EXERCISE BRIEF: I'd like an exact copy of every line from the start of the entries below through the line containing "Turn every road, lane", please.

[Stored data entries]
···

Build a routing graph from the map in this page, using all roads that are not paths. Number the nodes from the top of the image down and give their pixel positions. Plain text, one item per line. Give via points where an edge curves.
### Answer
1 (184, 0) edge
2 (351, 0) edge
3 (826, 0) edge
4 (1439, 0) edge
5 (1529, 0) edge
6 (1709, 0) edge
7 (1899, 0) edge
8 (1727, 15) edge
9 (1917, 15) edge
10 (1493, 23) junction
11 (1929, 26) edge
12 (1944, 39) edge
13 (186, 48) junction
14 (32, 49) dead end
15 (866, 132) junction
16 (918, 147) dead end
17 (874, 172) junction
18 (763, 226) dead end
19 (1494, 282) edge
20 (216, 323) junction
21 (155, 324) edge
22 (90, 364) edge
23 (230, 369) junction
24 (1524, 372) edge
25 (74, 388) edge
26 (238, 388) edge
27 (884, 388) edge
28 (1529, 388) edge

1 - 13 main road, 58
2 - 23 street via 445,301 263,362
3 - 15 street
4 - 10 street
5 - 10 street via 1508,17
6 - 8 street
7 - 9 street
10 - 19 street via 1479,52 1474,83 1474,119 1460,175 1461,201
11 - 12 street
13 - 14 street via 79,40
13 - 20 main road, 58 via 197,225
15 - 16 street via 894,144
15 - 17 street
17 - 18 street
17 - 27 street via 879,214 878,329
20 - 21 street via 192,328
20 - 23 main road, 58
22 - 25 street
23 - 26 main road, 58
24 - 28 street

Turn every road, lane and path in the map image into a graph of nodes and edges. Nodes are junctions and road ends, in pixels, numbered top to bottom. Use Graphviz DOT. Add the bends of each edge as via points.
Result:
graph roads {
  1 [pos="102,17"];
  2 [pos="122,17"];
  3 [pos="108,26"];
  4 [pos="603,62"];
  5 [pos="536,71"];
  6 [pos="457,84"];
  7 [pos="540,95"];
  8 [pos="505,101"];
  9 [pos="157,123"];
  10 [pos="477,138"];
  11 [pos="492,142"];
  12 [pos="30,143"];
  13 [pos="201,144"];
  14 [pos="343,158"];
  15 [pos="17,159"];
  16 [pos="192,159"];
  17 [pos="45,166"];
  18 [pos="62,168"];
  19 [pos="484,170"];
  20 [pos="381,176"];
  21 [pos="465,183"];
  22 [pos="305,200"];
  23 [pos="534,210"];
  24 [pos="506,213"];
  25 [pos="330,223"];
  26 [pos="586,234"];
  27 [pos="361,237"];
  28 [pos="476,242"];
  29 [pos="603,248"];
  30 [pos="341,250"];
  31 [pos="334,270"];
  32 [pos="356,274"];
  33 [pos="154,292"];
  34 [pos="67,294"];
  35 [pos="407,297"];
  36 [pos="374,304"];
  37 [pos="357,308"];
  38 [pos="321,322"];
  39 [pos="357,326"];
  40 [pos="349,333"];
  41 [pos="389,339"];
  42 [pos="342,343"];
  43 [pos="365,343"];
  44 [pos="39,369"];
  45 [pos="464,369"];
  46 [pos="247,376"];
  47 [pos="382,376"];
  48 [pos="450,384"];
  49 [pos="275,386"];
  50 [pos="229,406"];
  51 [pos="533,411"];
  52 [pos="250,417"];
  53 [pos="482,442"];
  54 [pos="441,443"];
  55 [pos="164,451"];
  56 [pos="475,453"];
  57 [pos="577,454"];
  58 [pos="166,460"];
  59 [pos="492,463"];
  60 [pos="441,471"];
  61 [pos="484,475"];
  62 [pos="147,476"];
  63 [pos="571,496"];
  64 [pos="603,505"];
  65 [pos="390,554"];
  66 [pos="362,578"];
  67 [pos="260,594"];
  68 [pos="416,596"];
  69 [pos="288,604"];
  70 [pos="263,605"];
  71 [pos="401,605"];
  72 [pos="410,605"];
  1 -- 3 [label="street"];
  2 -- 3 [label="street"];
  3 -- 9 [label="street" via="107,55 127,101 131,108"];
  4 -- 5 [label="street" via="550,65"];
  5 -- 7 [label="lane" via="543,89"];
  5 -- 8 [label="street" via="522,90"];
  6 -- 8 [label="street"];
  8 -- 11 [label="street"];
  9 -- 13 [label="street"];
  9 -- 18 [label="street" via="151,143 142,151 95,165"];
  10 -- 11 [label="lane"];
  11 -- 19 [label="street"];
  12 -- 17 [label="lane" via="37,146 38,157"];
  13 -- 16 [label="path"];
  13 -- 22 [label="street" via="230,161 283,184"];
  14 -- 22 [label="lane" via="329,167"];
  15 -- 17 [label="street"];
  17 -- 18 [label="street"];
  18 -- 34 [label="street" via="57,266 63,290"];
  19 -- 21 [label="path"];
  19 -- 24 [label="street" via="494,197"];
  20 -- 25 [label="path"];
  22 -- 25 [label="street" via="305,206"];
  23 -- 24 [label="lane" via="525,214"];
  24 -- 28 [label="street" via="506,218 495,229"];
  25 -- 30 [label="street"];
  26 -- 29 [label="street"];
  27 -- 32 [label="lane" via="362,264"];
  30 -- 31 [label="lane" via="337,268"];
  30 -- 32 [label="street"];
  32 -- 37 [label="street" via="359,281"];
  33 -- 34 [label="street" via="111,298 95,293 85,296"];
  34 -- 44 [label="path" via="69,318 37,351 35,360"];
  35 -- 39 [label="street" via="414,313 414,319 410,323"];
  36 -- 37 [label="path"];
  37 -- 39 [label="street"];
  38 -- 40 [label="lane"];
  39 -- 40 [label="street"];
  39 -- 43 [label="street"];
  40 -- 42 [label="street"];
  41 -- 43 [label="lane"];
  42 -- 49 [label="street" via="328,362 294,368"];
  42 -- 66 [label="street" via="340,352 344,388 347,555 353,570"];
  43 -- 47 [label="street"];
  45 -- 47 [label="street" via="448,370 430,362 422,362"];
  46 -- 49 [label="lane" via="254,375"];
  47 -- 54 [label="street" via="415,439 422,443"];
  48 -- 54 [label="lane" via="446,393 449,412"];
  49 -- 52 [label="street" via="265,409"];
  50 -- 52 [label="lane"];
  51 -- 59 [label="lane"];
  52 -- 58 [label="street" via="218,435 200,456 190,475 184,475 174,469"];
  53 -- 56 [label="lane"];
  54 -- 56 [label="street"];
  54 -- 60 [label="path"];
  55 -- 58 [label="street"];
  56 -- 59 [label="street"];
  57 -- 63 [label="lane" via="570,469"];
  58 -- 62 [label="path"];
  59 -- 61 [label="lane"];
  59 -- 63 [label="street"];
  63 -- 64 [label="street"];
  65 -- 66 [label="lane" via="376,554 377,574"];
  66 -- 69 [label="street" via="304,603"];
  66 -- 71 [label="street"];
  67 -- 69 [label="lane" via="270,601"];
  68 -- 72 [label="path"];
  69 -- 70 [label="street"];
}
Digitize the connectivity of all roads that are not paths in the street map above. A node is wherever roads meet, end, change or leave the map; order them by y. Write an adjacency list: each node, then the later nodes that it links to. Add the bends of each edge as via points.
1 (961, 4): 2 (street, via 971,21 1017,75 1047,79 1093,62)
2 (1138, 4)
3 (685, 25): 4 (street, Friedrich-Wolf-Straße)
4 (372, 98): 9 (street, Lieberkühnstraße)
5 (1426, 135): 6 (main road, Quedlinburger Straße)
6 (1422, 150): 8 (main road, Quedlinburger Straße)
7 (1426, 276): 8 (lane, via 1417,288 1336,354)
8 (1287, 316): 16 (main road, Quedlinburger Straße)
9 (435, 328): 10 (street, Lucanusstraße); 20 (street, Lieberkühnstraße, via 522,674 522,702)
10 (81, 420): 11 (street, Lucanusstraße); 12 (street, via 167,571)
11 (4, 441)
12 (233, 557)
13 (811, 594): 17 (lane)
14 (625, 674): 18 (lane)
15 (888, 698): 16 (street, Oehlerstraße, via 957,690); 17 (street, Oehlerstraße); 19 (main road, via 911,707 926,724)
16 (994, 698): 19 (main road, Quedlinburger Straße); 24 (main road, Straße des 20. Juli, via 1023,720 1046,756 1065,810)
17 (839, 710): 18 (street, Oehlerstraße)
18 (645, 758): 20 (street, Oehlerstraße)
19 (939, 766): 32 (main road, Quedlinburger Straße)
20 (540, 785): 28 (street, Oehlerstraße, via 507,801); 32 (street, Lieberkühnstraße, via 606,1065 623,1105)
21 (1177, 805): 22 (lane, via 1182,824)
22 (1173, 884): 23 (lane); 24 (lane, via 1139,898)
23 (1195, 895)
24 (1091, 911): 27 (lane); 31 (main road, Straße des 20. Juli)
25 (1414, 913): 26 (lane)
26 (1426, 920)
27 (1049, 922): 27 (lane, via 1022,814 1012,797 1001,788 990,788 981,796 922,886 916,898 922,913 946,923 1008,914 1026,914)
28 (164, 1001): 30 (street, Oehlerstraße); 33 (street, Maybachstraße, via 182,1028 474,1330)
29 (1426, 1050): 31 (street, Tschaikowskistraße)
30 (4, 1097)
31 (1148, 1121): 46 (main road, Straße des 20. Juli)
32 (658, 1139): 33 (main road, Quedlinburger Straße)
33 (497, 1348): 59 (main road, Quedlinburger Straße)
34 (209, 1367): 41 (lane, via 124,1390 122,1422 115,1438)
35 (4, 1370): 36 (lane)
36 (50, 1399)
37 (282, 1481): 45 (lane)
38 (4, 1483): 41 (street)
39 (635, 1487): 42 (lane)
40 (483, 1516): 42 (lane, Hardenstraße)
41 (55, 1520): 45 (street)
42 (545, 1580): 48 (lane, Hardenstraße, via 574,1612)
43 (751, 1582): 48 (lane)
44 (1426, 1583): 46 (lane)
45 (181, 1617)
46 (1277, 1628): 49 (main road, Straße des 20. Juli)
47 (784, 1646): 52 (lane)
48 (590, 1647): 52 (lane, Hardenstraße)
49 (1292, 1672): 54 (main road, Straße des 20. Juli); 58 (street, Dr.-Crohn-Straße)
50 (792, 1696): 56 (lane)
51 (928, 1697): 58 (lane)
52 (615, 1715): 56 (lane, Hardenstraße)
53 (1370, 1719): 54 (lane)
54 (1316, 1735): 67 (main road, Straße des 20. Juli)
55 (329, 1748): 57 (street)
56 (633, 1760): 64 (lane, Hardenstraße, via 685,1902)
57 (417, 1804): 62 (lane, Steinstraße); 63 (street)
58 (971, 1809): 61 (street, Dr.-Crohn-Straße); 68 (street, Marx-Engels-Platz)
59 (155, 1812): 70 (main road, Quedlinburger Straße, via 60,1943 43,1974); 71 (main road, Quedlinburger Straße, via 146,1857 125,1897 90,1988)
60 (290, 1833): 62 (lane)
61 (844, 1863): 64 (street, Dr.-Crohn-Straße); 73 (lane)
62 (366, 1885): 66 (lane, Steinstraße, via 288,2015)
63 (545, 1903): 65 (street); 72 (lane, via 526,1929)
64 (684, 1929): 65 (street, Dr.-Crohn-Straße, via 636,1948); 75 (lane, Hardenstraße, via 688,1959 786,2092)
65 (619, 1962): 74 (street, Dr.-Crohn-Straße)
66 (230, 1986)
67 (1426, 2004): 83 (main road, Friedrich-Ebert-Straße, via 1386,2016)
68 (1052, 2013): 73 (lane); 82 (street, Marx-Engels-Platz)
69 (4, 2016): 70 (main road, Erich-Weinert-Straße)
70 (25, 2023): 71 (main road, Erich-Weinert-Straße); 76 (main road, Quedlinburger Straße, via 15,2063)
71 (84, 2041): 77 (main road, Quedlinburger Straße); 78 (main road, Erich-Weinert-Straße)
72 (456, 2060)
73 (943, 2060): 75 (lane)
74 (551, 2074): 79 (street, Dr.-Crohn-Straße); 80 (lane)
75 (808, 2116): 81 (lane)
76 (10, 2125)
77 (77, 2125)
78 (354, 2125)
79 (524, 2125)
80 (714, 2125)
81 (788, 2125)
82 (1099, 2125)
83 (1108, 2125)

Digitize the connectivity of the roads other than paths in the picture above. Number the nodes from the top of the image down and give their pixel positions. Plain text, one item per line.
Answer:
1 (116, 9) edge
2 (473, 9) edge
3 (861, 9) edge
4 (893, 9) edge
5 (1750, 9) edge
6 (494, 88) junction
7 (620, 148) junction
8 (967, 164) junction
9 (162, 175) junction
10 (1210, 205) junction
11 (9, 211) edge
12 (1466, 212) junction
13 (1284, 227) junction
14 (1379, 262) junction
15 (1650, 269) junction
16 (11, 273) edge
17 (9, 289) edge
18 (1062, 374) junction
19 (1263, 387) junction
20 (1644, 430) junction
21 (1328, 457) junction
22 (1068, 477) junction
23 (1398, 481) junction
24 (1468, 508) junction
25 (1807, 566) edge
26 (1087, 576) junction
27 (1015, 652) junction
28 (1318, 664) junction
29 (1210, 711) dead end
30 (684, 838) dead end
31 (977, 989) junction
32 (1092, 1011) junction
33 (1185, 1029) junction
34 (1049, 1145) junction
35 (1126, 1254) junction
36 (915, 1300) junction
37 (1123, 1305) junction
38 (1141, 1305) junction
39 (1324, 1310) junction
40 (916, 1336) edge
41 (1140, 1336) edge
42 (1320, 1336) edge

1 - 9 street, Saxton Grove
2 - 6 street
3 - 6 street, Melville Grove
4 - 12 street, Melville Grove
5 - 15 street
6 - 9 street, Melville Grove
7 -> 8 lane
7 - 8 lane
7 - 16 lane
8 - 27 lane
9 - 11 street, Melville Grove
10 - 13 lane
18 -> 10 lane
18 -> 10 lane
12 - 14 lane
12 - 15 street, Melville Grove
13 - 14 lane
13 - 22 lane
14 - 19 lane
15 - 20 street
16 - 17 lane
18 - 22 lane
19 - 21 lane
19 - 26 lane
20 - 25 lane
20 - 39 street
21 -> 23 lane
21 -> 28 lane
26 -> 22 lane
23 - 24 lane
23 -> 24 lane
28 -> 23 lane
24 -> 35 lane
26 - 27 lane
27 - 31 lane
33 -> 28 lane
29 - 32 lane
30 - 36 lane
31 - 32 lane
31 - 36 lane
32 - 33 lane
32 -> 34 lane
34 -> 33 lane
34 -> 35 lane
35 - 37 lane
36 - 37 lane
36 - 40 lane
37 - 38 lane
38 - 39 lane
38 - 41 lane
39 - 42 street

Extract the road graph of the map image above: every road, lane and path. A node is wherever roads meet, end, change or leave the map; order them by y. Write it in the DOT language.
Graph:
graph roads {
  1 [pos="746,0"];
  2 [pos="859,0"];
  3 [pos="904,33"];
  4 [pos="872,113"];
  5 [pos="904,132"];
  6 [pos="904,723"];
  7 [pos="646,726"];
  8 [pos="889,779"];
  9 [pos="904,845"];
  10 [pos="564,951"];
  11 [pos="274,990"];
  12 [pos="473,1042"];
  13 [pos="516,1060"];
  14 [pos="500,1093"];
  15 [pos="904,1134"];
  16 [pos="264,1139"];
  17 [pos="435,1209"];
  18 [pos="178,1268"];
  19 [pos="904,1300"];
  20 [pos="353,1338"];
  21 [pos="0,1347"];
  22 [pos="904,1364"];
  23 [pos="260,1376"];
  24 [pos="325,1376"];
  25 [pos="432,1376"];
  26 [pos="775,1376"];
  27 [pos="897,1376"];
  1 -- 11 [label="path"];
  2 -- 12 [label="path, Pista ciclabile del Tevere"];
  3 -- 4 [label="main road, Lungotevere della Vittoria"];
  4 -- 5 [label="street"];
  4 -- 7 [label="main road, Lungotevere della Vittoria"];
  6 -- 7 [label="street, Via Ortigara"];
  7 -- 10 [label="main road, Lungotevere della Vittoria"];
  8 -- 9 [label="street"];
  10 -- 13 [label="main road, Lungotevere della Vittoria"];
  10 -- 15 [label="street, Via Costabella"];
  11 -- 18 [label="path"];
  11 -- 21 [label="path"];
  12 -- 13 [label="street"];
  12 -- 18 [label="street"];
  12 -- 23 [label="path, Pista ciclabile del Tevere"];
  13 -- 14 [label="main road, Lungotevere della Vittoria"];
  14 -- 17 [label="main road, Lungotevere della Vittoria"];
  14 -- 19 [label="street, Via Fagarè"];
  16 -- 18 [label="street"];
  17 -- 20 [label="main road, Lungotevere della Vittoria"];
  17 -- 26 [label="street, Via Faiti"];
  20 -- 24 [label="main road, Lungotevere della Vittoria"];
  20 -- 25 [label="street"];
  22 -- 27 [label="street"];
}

···

RESULT OF THE EXERCISE:
Build a routing graph from the map in this page, using all roads that are not paths. Number the nodes from the top of the image down and give their pixel positions. Plain text, one item per line. Give via points where an edge curves.
### Answer
1 (184, 0) edge
2 (351, 0) edge
3 (826, 0) edge
4 (1439, 0) edge
5 (1529, 0) edge
6 (1709, 0) edge
7 (1899, 0) edge
8 (1727, 15) edge
9 (1917, 15) edge
10 (1493, 23) junction
11 (1929, 26) edge
12 (1944, 39) edge
13 (186, 48) junction
14 (32, 49) dead end
15 (866, 132) junction
16 (918, 147) dead end
17 (874, 172) junction
18 (763, 226) dead end
19 (1494, 282) edge
20 (216, 323) junction
21 (155, 324) edge
22 (90, 364) edge
23 (230, 369) junction
24 (1524, 372) edge
25 (74, 388) edge
26 (238, 388) edge
27 (884, 388) edge
28 (1529, 388) edge

1 - 13 main road, 58
2 - 23 street via 445,301 263,362
3 - 15 street
4 - 10 street
5 - 10 street via 1508,17
6 - 8 street
7 - 9 street
10 - 19 street via 1479,52 1474,83 1474,119 1460,175 1461,201
11 - 12 street
13 - 14 street via 79,40
13 - 20 main road, 58 via 197,225
15 - 16 street via 894,144
15 - 17 street
17 - 18 street
17 - 27 street via 879,214 878,329
20 - 21 street via 192,328
20 - 23 main road, 58
22 - 25 street
23 - 26 main road, 58
24 - 28 street

Turn every road, lane and path in the map image into a graph of nodes and edges. Nodes are junctions and road ends, in pixels, numbered top to bottom. Use Graphviz DOT. Add the bends of each edge as via points.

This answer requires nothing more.